Items listed in a dataset
• • • •
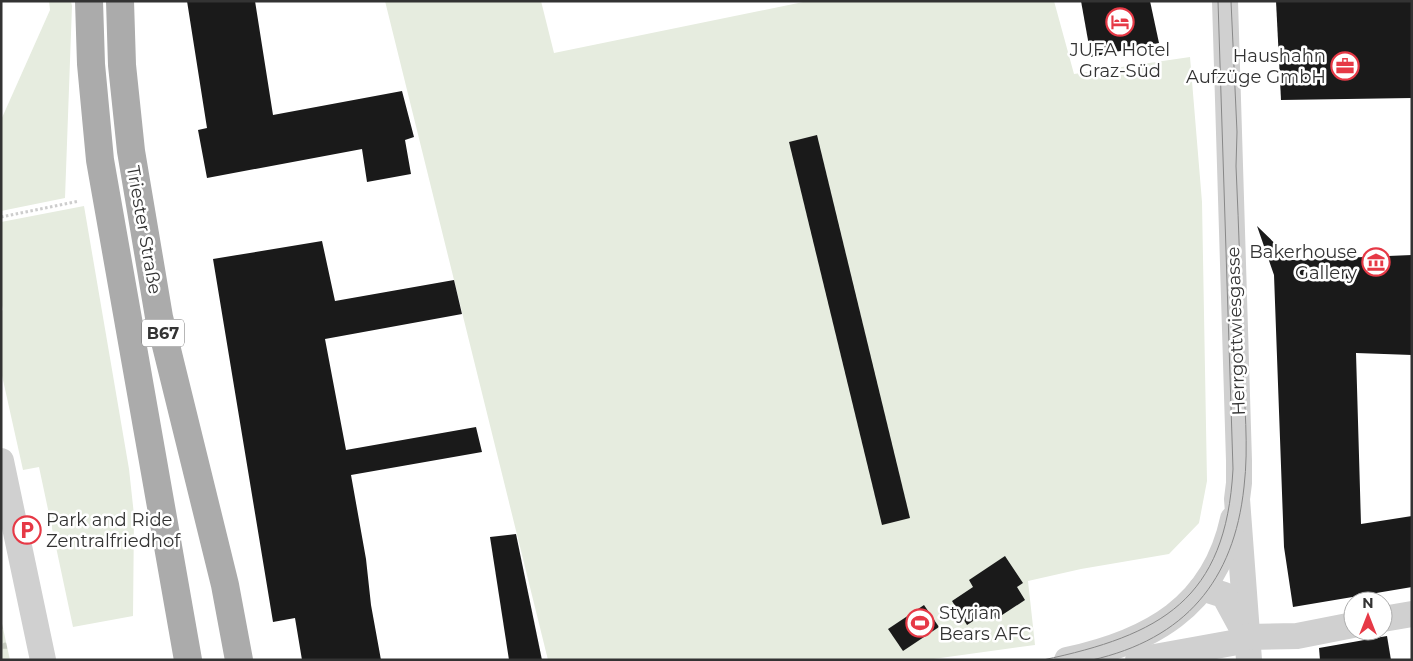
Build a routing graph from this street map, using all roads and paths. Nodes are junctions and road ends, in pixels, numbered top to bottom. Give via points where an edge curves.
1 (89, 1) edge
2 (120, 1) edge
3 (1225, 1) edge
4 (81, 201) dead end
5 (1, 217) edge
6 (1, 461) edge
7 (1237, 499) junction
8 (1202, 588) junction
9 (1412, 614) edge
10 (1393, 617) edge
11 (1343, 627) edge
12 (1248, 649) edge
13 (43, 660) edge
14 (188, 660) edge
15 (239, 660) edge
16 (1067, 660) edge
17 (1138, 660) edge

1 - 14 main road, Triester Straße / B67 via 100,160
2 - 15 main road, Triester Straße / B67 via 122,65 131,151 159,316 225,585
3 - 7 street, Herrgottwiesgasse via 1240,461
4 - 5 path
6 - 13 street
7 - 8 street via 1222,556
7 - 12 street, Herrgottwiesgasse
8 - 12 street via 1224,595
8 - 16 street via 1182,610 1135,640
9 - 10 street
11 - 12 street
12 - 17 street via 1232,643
• • • •
WHAT YOU SHOULD DO: Return the preceding entries verbatim, with the pictures excluded.

ANSWER TO THIS EXERCISE:
Build a routing graph from this street map, using all roads and paths. Nodes are junctions and road ends, in pixels, numbered top to bottom. Give via points where an edge curves.
1 (89, 1) edge
2 (120, 1) edge
3 (1225, 1) edge
4 (81, 201) dead end
5 (1, 217) edge
6 (1, 461) edge
7 (1237, 499) junction
8 (1202, 588) junction
9 (1412, 614) edge
10 (1393, 617) edge
11 (1343, 627) edge
12 (1248, 649) edge
13 (43, 660) edge
14 (188, 660) edge
15 (239, 660) edge
16 (1067, 660) edge
17 (1138, 660) edge

1 - 14 main road, Triester Straße / B67 via 100,160
2 - 15 main road, Triester Straße / B67 via 122,65 131,151 159,316 225,585
3 - 7 street, Herrgottwiesgasse via 1240,461
4 - 5 path
6 - 13 street
7 - 8 street via 1222,556
7 - 12 street, Herrgottwiesgasse
8 - 12 street via 1224,595
8 - 16 street via 1182,610 1135,640
9 - 10 street
11 - 12 street
12 - 17 street via 1232,643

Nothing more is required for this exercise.